In the data below, which lines hold "Crescent"? Copy every one.
START Recorded information
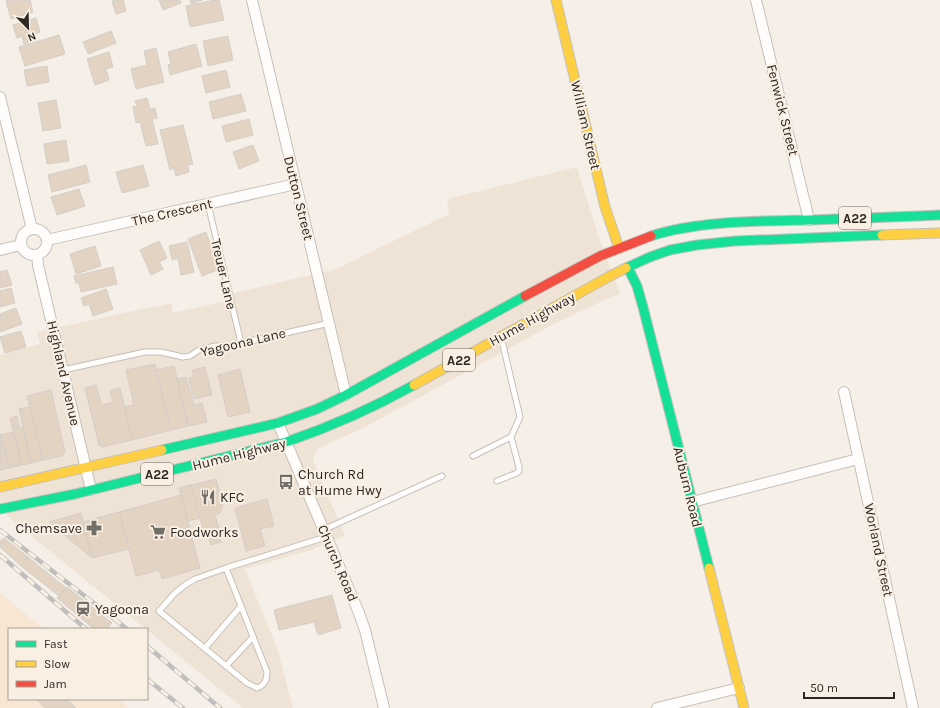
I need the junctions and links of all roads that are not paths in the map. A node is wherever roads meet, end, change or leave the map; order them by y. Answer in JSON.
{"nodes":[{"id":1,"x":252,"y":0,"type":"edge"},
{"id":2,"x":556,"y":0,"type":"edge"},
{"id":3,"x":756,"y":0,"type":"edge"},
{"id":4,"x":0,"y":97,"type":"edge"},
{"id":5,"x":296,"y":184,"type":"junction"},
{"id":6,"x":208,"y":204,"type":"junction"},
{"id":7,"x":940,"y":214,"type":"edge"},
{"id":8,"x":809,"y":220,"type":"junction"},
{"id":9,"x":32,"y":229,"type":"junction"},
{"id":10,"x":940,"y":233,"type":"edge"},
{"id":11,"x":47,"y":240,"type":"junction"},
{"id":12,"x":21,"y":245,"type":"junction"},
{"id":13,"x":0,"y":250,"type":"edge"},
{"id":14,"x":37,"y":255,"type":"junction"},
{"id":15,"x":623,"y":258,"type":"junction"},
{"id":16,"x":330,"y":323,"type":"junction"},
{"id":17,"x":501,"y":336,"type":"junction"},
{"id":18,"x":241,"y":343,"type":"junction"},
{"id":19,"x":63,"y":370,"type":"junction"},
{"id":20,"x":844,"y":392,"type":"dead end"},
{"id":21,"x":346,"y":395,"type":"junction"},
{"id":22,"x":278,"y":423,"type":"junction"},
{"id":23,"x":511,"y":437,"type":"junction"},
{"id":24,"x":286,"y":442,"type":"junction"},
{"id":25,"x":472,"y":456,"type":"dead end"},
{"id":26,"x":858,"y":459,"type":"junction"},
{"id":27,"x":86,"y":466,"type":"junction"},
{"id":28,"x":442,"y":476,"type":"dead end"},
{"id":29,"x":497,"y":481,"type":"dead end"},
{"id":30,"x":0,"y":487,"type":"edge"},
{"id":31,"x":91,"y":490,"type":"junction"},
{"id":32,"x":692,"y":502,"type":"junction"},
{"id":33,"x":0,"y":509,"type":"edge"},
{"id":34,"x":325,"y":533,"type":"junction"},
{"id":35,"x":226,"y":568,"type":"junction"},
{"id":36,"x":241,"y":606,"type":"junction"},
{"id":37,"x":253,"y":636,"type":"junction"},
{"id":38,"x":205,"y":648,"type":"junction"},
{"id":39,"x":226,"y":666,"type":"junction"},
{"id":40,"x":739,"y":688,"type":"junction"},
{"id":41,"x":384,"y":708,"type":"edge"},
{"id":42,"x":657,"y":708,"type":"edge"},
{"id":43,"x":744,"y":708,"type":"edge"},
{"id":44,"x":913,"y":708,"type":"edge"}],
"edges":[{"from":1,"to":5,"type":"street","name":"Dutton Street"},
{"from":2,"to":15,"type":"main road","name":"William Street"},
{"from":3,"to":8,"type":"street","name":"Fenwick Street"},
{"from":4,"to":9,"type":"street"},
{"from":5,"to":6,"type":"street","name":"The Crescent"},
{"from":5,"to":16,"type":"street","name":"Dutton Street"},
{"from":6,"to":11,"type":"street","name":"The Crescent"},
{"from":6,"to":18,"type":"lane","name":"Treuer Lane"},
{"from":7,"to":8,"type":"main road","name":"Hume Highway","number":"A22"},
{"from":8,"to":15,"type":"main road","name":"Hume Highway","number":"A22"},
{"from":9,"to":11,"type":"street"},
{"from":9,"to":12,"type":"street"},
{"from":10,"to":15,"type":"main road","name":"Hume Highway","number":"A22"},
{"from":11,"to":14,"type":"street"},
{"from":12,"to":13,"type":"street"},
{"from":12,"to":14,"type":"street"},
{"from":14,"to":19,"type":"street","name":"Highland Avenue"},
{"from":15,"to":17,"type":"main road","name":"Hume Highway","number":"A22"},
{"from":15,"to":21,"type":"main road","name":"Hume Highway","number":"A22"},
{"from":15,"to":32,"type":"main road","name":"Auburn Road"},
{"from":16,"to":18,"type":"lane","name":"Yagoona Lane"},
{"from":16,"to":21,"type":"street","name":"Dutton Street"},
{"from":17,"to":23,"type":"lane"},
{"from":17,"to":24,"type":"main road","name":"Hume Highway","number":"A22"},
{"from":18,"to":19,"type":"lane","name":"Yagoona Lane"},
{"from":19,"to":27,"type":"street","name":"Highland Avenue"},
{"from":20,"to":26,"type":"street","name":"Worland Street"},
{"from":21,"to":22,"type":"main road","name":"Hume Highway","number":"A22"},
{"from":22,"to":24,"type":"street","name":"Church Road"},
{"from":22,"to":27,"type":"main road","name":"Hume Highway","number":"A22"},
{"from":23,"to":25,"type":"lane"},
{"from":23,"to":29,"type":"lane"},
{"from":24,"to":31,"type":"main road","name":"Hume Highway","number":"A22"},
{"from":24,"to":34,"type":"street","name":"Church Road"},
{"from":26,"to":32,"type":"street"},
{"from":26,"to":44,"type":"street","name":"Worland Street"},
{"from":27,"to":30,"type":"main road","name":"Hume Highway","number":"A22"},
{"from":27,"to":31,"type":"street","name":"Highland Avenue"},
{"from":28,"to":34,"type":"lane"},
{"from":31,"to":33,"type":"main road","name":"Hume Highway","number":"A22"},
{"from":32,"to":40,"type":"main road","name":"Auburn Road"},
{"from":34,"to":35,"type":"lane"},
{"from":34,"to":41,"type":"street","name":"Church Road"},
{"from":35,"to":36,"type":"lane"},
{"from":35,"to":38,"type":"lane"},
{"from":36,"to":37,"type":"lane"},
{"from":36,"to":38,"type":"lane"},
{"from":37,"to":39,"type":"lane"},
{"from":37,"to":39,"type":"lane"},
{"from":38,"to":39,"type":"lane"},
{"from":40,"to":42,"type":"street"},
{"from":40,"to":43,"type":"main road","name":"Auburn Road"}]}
END Recorded information
START Recorded information
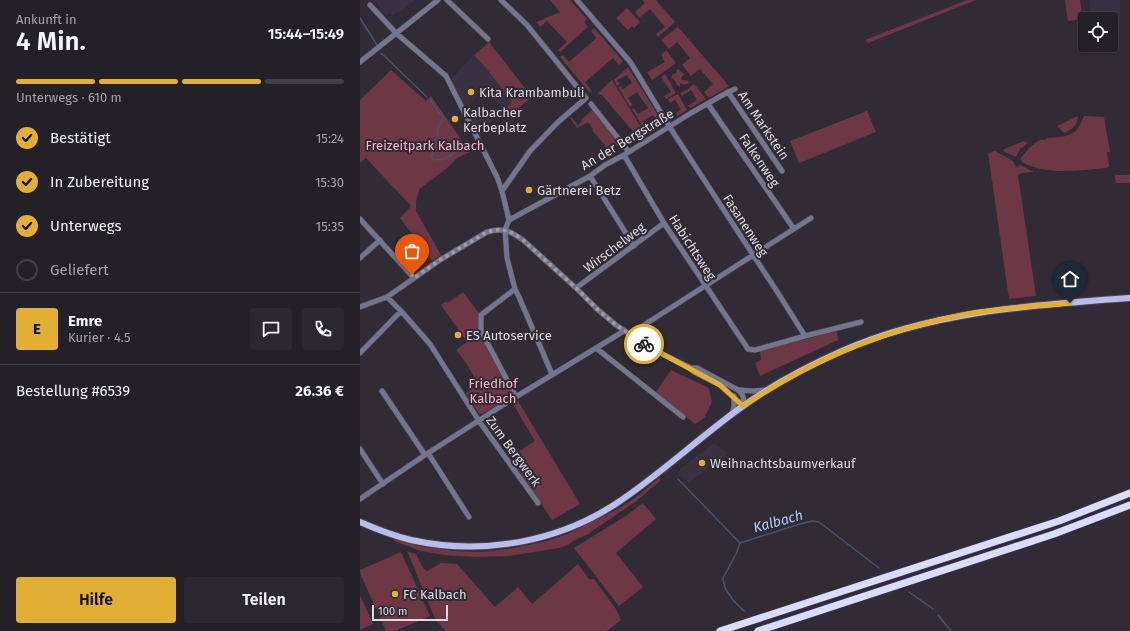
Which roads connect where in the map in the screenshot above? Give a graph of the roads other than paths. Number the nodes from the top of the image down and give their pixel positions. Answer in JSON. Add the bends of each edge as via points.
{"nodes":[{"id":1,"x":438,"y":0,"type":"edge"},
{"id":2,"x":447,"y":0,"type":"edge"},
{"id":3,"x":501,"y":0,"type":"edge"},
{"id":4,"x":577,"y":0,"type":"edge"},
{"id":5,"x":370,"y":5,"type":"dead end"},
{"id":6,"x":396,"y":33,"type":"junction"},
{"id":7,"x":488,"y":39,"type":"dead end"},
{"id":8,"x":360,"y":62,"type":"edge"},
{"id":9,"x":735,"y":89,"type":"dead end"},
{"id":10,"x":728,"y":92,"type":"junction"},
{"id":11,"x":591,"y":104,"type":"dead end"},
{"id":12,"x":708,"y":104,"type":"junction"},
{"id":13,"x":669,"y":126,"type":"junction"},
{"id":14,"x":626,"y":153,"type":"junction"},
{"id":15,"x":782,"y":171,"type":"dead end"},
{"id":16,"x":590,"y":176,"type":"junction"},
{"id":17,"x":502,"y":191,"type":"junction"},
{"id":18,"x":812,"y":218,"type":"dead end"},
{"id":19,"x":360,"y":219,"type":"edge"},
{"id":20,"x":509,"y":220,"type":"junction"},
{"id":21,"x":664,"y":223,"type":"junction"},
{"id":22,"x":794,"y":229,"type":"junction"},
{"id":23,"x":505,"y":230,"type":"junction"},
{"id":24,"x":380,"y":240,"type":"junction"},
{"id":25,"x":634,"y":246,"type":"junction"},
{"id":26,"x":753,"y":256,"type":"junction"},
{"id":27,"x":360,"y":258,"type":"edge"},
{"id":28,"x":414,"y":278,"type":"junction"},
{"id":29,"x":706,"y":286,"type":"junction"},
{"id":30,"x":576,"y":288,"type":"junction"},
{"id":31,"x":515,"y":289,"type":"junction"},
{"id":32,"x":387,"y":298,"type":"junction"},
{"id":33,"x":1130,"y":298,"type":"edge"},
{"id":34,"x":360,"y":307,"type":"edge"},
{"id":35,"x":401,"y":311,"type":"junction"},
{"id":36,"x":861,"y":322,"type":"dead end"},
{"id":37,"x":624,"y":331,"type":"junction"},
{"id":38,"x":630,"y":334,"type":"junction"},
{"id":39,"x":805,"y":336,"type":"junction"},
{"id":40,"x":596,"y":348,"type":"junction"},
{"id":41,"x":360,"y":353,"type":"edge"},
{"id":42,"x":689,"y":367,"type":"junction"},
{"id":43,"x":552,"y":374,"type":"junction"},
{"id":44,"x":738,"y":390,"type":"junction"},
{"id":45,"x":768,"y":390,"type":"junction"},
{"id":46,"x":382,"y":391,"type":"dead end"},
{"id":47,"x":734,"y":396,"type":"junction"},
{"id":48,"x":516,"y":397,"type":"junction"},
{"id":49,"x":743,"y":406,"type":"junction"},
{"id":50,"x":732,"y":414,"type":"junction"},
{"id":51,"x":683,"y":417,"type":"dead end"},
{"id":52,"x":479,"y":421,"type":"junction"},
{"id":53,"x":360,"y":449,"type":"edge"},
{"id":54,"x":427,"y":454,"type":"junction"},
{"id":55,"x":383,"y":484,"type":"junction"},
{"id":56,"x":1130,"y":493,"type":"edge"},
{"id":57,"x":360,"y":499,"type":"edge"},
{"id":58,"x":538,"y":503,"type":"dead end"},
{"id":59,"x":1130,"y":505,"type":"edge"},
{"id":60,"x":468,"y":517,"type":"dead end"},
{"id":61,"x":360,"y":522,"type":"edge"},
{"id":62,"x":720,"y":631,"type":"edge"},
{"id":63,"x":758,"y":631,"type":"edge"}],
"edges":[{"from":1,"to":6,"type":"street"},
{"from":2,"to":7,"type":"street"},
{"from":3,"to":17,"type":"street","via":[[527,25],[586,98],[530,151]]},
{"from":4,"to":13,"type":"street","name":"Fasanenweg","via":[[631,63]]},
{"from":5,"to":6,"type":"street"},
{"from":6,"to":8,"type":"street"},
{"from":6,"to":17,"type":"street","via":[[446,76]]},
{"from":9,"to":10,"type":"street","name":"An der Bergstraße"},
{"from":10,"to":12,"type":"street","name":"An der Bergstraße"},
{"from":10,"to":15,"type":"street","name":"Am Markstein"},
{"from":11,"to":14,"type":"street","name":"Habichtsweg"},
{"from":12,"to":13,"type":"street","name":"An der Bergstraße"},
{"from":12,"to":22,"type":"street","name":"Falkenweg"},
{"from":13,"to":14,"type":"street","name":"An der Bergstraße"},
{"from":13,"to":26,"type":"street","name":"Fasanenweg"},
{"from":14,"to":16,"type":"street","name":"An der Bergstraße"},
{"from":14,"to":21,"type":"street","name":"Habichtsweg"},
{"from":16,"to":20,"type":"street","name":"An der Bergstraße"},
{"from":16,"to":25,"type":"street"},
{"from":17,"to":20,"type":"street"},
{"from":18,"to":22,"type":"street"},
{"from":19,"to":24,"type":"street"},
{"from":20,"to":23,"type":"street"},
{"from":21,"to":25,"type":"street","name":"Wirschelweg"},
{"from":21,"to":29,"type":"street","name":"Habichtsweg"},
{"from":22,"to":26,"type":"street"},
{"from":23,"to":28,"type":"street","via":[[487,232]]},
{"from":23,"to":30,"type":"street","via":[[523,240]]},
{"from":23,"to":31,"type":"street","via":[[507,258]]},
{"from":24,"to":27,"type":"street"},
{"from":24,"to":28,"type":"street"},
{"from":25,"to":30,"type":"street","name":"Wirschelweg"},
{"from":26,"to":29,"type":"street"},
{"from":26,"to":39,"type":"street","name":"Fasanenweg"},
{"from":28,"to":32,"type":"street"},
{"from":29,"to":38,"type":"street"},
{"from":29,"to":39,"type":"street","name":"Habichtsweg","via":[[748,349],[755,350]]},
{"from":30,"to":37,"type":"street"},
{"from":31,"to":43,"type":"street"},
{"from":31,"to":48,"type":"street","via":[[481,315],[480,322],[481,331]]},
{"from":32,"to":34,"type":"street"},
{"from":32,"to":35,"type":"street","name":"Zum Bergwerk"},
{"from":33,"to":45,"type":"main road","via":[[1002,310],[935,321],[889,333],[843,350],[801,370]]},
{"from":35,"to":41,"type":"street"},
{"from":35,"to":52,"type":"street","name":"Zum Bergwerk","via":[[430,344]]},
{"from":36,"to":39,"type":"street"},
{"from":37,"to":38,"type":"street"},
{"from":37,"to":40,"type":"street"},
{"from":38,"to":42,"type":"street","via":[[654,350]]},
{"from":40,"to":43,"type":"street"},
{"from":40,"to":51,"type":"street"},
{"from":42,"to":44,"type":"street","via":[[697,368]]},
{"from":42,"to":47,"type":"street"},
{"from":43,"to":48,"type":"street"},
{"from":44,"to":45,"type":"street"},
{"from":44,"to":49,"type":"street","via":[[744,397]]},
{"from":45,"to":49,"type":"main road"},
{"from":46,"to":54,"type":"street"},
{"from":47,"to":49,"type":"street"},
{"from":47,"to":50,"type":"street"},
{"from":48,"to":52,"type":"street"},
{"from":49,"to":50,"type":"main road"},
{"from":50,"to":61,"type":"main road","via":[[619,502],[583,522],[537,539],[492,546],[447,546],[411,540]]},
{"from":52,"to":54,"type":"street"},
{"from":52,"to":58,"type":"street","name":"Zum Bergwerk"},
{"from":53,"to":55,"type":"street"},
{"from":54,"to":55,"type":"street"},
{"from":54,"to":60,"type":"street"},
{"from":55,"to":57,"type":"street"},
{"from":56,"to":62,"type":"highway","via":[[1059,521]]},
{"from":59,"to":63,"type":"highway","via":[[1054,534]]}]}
END Recorded information
> Exercise result:
{"from":5,"to":6,"type":"street","name":"The Crescent"},
{"from":6,"to":11,"type":"street","name":"The Crescent"},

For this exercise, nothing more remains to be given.